Исполнение учения Христа трудно. Христос говорит: кто хочет следовать мне, тот оставь дом, поля, братьев и иди за мной -- Богом, и тот получит в мире этом во сто раз больше домов, полей, братьев и, сверх того, жизнь вечную. И никто не идет. А учение мира сказало: брось дом, поля, братьев, уйди из деревни в гнилой город, живи всю свою жизнь банщиком голым, в пару намыливая чужие спины, или гостинодворцем, всю жизнь считая чужие копейки в подвале, или прокурором, всю жизнь свою проводя в суде и над бумагами, занимаясь тем, чтобы ухудшить участь несчастных, или министром, всю жизнь впопыхах подписывая ненужные бумаги, или полководцем, всю жизнь убивая людей, -- живи этой безобразной жизнью, кончающейся всегда мучительной смертью, и ты ничего не получишь в мире этом и не получишь никакой вечной жизни. И все пошли. Христос сказал: возьми крест и иди за мной, то есть неси покорно ту судьбу, которая выпала тебе, и повинуйся мне, Богу, и никто не идет. Но первый потерянный, никуда, как на убийство, не годный человек в эполетах, которому это взбредет в голову, скажет: возьми не крест, а ранец и ружье и иди за мной на всякие мучения и на верную смерть, -- и все идут.
Побросав семьи, родителей, жен, детей, одевшись в шутовские одежды и подчинив себя власти первого встречного человека, высшего чином, холодные, голодные, измученные непосильными переходами, они идут куда-то, как стадо быков на бойню; но они не быки, а люди. Они не могут не знать, что их гонят на бойню; с неразрешимым вопросом -- зачем? -- и с отчаянием в сердце идут они и мрут от холода, голода и заразительных болезней до тех пор, пока их не подставят под пули и ядра и не велят им самим убивать неизвестных им людей. Они бьют, и их бьют. И никто из бьющих не знает, за что и зачем. Турки жарят их живых на огне, кожу сдирают, разрывают внутренности. И завтра опять свистнет кто-нибудь, и опять все пойдут на страшные страдания, на смерть и на очевидное зло. И никто не находит, что это трудно. Не только те, которые страдают, но и отцы и матери не находят, что это трудно. Они даже сами советуют детям идти. Им кажется, что это не только так надо и что нельзя иначе, но что это даже хорошо и нравственно.
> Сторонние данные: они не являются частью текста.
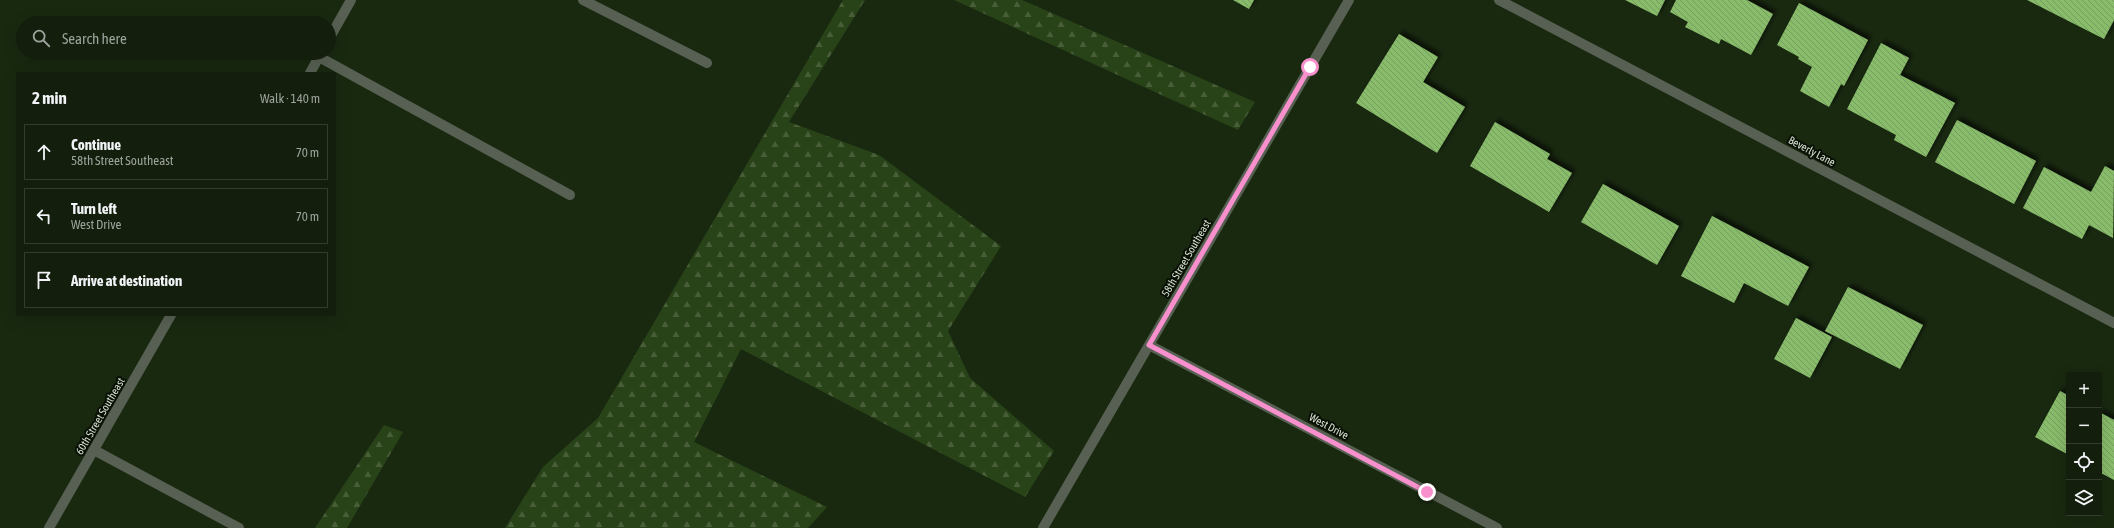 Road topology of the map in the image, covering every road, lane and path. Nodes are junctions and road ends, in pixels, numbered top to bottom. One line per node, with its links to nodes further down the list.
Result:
1 (351, 0): 5 (street)
2 (583, 0): 8 (street)
3 (1349, 0): 13 (street, 58th Street Southeast)
4 (1499, 0): 12 (street, Beverly Lane)
5 (336, 27)
6 (317, 60): 9 (street)
7 (329, 60): 10 (street)
8 (707, 63)
9 (311, 72)
10 (570, 195)
11 (170, 316): 14 (street, 60th Street Southeast)
12 (2114, 323)
13 (1149, 345): 17 (street, 58th Street Southeast); 18 (street, West Drive)
14 (94, 450): 15 (street, 60th Street Southeast); 16 (street)
15 (49, 528)
16 (239, 528)
17 (1043, 528)
18 (1497, 528) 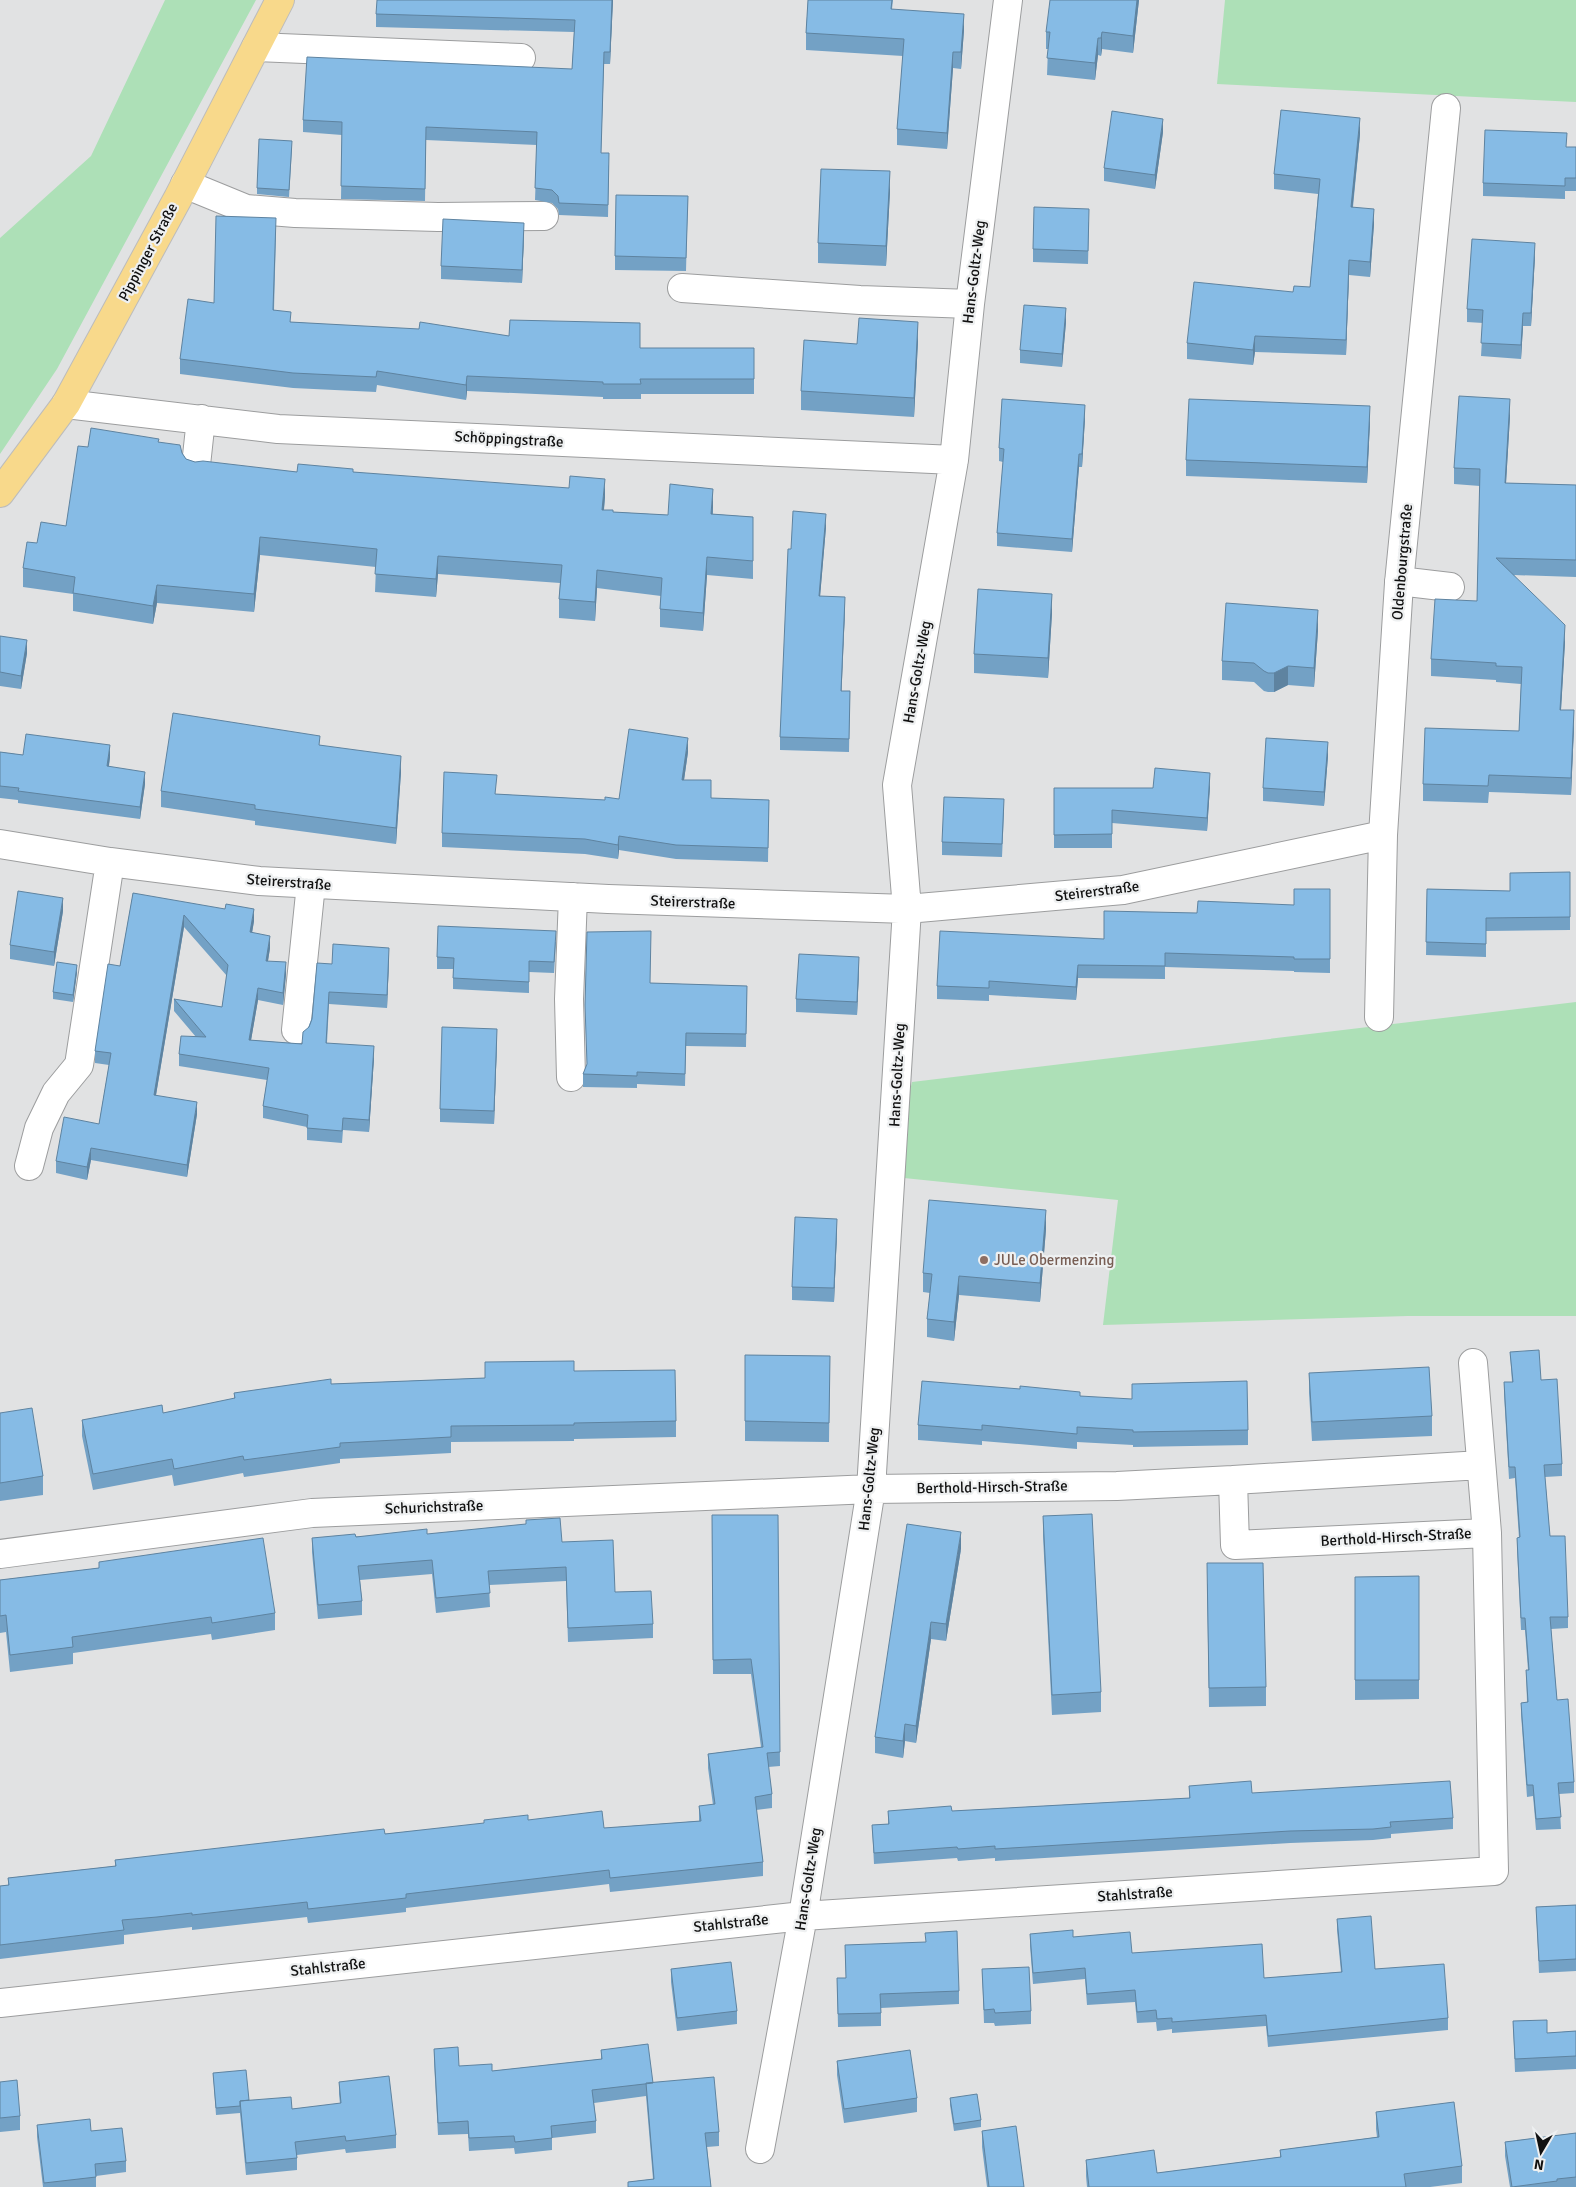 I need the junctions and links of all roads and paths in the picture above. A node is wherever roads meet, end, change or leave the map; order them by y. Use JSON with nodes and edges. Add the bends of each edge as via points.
{"nodes":[{"id":1,"x":280,"y":0,"type":"edge"},
{"id":2,"x":1008,"y":0,"type":"edge"},
{"id":3,"x":256,"y":47,"type":"junction"},
{"id":4,"x":522,"y":58,"type":"dead end"},
{"id":5,"x":1446,"y":108,"type":"dead end"},
{"id":6,"x":184,"y":184,"type":"junction"},
{"id":7,"x":544,"y":216,"type":"dead end"},
{"id":8,"x":682,"y":288,"type":"dead end"},
{"id":9,"x":970,"y":304,"type":"junction"},
{"id":10,"x":66,"y":404,"type":"junction"},
{"id":11,"x":201,"y":419,"type":"junction"},
{"id":12,"x":954,"y":460,"type":"junction"},
{"id":13,"x":196,"y":465,"type":"edge"},
{"id":14,"x":0,"y":493,"type":"edge"},
{"id":15,"x":1399,"y":581,"type":"junction"},
{"id":16,"x":1450,"y":587,"type":"dead end"},
{"id":17,"x":1383,"y":836,"type":"junction"},
{"id":18,"x":0,"y":844,"type":"edge"},
{"id":19,"x":110,"y":862,"type":"junction"},
{"id":20,"x":311,"y":884,"type":"junction"},
{"id":21,"x":573,"y":898,"type":"junction"},
{"id":22,"x":907,"y":909,"type":"junction"},
{"id":23,"x":1379,"y":1016,"type":"dead end"},
{"id":24,"x":296,"y":1030,"type":"dead end"},
{"id":25,"x":571,"y":1077,"type":"dead end"},
{"id":26,"x":29,"y":1166,"type":"dead end"},
{"id":27,"x":1473,"y":1364,"type":"dead end"},
{"id":28,"x":1481,"y":1465,"type":"junction"},
{"id":29,"x":1233,"y":1480,"type":"junction"},
{"id":30,"x":871,"y":1489,"type":"junction"},
{"id":31,"x":1486,"y":1533,"type":"junction"},
{"id":32,"x":0,"y":1554,"type":"edge"},
{"id":33,"x":803,"y":1916,"type":"junction"},
{"id":34,"x":0,"y":2003,"type":"edge"},
{"id":35,"x":760,"y":2149,"type":"dead end"}],
"edges":[{"from":1,"to":3,"type":"main road","name":"Pippinger Straße"},
{"from":2,"to":9,"type":"street","name":"Hans-Goltz-Weg"},
{"from":3,"to":4,"type":"street"},
{"from":3,"to":6,"type":"main road","name":"Pippinger Straße"},
{"from":5,"to":15,"type":"street","name":"Oldenbourgstraße"},
{"from":6,"to":7,"type":"street","via":[[246,209],[438,217]]},
{"from":6,"to":10,"type":"main road","name":"Pippinger Straße"},
{"from":8,"to":9,"type":"street"},
{"from":9,"to":12,"type":"street","name":"Hans-Goltz-Weg"},
{"from":10,"to":11,"type":"street","name":"Schöppingstraße"},
{"from":10,"to":14,"type":"main road","name":"Pippinger Straße"},
{"from":11,"to":12,"type":"street","name":"Schöppingstraße","via":[[278,429]]},
{"from":11,"to":13,"type":"street"},
{"from":12,"to":22,"type":"street","name":"Hans-Goltz-Weg","via":[[897,785]]},
{"from":15,"to":16,"type":"street"},
{"from":15,"to":17,"type":"street","name":"Oldenbourgstraße"},
{"from":17,"to":22,"type":"street","name":"Steirerstraße","via":[[1123,890]]},
{"from":17,"to":23,"type":"street","name":"Oldenbourgstraße"},
{"from":18,"to":19,"type":"street","name":"Steirerstraße"},
{"from":19,"to":20,"type":"street","name":"Steirerstraße","via":[[259,881]]},
{"from":19,"to":26,"type":"street","via":[[79,1064],[56,1093],[39,1128]]},
{"from":20,"to":21,"type":"street","name":"Steirerstraße"},
{"from":20,"to":24,"type":"street"},
{"from":21,"to":22,"type":"street","name":"Steirerstraße"},
{"from":21,"to":25,"type":"street","via":[[569,999]]},
{"from":22,"to":30,"type":"street","name":"Hans-Goltz-Weg"},
{"from":27,"to":28,"type":"street"},
{"from":28,"to":29,"type":"street","name":"Berthold-Hirsch-Straße"},
{"from":28,"to":31,"type":"street","name":"Berthold-Hirsch-Straße"},
{"from":29,"to":30,"type":"street","name":"Berthold-Hirsch-Straße","via":[[1117,1486]]},
{"from":29,"to":31,"type":"street","name":"Berthold-Hirsch-Straße","via":[[1235,1545]]},
{"from":30,"to":32,"type":"street","name":"Schurichstraße","via":[[312,1513]]},
{"from":30,"to":33,"type":"street","name":"Hans-Goltz-Weg"},
{"from":31,"to":33,"type":"street","name":"Stahlstraße","via":[[1494,1871]]},
{"from":33,"to":34,"type":"street","name":"Stahlstraße"},
{"from":33,"to":35,"type":"street","name":"Hans-Goltz-Weg"}]}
Можно бы поверить, что исполнение учения Христа трудно и страшно и мучительно, если бы исполнение учения мира было очень легко и безопасно и приятно. Но ведь учение мира много труднее, опаснее и мучительнее исполнения учения Христа.
Были когда-то, говорят, мученики Христа, но это было исключение; их насчитывают у нас 380 тысяч -- вольных и невольных за 1800 лет; но сочтите мучеников мира -- и на одного мученика Христа придется тысяча мучеников учения мира, которых страдания в сто раз ужаснее. Одних убитых на войнах нынешнего столетия насчитывают тридцать миллионов человек.
Ведь это все мученики учения мира, которым стоило бы не то что следовать учению Христа, а только не следовать учению мира, и они избавились бы от страданий и смерти.